Rev. Jim Wallis speaks at the MLK commemoration at Millbrook CRC.

Kelsey Herbert

Less than a year before his assassination, Rev. Martin Luther King, Jr., delivered a speech on Aug.16, 1967,  to the Southern Christian Leadership Conference in which he asked the question, “Where do we go from here?”

It was in this spirit that over 300 members from congregations in the Grand Rapids, Mich., area gathered at Millbrook Christian Reformed Church on Jan. 15 to celebrate the life of Martin Luther King and to ask this question of themselves today.

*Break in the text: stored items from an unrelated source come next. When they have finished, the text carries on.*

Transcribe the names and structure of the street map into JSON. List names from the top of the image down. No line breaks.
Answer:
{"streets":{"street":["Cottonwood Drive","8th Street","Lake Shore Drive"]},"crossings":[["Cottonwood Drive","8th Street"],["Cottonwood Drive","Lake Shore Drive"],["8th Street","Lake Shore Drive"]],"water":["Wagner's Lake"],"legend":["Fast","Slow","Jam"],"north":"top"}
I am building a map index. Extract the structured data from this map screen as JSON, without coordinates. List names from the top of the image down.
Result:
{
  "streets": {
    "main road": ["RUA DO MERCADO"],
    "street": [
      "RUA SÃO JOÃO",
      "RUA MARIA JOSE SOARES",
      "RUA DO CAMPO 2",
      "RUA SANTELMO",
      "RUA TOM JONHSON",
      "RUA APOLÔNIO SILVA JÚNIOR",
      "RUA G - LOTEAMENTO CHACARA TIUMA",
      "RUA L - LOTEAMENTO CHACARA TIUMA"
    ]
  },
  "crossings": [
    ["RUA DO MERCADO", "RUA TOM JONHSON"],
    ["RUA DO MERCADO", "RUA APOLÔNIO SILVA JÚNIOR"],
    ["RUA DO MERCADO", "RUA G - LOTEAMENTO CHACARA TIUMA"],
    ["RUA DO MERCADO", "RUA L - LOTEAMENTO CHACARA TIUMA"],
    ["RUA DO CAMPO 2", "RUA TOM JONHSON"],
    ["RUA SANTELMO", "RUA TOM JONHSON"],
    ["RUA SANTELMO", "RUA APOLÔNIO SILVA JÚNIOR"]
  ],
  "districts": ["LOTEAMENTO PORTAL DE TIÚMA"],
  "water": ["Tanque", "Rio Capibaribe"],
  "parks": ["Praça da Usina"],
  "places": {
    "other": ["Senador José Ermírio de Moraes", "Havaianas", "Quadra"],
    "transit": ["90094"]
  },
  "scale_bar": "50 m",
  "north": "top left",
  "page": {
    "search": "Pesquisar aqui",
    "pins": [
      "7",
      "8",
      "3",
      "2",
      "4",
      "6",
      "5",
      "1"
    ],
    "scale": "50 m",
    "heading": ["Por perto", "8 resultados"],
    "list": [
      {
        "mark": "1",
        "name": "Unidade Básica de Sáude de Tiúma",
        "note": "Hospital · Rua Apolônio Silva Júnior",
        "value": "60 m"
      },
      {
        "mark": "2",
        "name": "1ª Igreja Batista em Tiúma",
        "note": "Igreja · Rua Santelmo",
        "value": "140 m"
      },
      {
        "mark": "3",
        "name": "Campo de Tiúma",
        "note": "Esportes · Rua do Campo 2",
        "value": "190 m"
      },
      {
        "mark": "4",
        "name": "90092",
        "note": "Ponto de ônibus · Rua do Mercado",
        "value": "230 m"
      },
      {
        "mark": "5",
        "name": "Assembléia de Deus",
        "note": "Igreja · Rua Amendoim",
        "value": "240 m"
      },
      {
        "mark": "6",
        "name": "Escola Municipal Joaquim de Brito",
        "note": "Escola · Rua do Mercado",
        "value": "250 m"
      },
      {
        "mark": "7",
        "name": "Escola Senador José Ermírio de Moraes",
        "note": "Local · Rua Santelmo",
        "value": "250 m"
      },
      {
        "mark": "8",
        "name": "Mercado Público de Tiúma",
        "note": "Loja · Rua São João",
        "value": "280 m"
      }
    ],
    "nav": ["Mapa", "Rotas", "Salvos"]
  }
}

Rev. Wayne Coleman, Millbrook’s pastor, welcomed attendees to this third annual Martin Luther King Jr. Day gathering sponsored by the CRC Office of Race Relations and the Office of Social Justice. While many came to hear the keynote from Rev. Jim Wallis, founder and president of Sojourners, this dynamic evening was filled with singing, liturgical dances, a spoken word performance, and action steps.

As folks rushed in late because of snowy conditions and a full parking lot, they were greeted with the joyful sounds of a choir led by Nate Glasper, director of the Calvin College Gospel Choir.

Rev. Emmett Harrison of Oakdale Park CRC, Grand Rapids, reminded the audience that it was music that fueled the civil rights movement and that today we have additional ways of continuing the struggle, such as spoken word and hip hop.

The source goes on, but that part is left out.